Everyone knows that the human brain has folds on its outer surface, as do most other mammalian brains. But what is still a mystery is the exact process that leads to the growth of the folds and why they end up the way they do. In this new effort, the researchers do not answer those questions, but they have solved another mystery—the relationship between brain structure and the degree of folding that occurs between species.
Some animals have more brain folding than others, and while at first blush it might appear that bigger or smarter animals (who generally have more neurons) have more folds, prior attempts to show that such a relationship always holds, however, have not held up. Now Mota and Herculano-Houzel have come up with a mathematical relationship that describes brain folds for all species—and it is nearly the same as that used to describe wadded up paper balls. They found that the cortical surface area (the exposed part) of a brain is proportional to the whole surface area, multiplied by the square root of cortical thickness, i.e., the amount of folding goes up as surface area goes up, but is also impacted by cortical thickness. Taking a step back and looking at the idea, shows that it follows logic: for a brain to maximize surface area inside of a cranium, it has to have folds, but it can only fold so much, depending on cortical thickness—just as occurs with a piece of wadded up paper, the researchers note.

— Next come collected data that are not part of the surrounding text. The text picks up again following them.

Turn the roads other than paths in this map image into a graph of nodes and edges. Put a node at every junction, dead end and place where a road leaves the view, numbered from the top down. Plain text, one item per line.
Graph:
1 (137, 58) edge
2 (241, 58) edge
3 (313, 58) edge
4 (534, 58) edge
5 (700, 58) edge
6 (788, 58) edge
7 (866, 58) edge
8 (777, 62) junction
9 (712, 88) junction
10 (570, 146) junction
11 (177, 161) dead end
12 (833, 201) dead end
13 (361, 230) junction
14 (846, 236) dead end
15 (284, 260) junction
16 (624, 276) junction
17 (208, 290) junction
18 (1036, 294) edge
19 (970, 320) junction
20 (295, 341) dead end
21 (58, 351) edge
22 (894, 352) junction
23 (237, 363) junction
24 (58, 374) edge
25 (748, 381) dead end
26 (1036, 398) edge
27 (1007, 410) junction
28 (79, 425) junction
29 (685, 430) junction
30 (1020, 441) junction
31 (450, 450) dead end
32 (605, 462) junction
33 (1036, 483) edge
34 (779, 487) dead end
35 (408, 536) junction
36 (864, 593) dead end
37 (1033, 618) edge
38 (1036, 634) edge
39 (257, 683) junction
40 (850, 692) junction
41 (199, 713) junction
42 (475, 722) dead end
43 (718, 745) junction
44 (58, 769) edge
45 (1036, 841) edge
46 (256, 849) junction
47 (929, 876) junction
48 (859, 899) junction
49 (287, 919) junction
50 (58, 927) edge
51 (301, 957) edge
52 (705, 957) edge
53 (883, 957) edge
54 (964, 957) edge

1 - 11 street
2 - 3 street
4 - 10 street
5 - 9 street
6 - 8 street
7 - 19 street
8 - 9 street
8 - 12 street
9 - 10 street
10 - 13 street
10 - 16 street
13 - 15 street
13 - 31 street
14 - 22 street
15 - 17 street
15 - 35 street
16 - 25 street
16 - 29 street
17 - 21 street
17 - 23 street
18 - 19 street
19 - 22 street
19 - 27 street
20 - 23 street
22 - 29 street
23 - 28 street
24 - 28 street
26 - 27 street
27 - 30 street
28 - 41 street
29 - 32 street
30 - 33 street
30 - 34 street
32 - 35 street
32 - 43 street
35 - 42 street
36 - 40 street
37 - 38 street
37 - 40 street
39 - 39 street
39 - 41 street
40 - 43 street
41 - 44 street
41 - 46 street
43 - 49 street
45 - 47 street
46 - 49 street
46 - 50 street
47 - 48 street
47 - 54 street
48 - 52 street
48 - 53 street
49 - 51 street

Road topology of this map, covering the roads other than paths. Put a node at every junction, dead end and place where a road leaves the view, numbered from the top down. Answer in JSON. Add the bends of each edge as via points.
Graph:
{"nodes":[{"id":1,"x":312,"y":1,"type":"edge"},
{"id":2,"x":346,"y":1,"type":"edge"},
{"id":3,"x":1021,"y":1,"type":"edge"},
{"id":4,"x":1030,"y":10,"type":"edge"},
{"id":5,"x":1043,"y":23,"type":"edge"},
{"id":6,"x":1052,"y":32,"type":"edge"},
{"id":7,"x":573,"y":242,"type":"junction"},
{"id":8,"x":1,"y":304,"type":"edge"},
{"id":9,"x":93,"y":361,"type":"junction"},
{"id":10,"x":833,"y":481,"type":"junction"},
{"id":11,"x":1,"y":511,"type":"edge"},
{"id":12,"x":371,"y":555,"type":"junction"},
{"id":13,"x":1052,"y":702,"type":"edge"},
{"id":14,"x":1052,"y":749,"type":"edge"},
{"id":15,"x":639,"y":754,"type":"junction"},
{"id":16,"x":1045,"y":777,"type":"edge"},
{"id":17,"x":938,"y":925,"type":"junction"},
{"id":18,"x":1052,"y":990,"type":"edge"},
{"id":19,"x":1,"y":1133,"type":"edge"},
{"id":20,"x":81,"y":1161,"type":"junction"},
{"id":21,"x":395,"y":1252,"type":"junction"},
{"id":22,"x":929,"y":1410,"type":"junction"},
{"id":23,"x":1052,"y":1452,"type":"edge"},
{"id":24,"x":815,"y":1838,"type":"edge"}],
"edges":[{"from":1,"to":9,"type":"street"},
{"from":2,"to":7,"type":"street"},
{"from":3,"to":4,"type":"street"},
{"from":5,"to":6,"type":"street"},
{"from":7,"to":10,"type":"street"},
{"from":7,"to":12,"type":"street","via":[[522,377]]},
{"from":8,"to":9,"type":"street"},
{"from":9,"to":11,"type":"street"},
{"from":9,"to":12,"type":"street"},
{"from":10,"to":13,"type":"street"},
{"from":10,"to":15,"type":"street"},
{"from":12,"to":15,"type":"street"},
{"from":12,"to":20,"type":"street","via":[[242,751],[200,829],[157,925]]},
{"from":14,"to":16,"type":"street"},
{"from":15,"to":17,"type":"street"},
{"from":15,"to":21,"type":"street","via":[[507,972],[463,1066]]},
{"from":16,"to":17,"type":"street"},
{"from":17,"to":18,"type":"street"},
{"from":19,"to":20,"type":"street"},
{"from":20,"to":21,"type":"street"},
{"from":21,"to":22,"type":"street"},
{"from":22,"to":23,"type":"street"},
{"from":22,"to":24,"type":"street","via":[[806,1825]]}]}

To see if their idea held up in the real world, they tested the math on 62 different species and found that it held up just fine—thus unless an example is found proving otherwise, the two researchers can be credited with finally coming up with an equation to describe why mammalian brains look the way they do compared to one another.
Larger brains tend to have more folded cortices, but what makes the cortex fold has remained unknown. We show that the degree of cortical folding scales uniformly across lissencephalic and gyrencephalic species, across individuals, and within individual cortices as a function of the product of cortical surface area and the square root of cortical thickness. This relation is derived from the minimization of the effective free energy associated with cortical shape according to a simple physical model, based on known mechanisms of axonal elongation. This model also explains the scaling of the folding index of crumpled paper balls. We discuss the implications of this finding for the evolutionary and developmental origin of folding, including the newfound continuum between lissencephaly and gyrencephaly, and for pathologies such as human lissencephaly.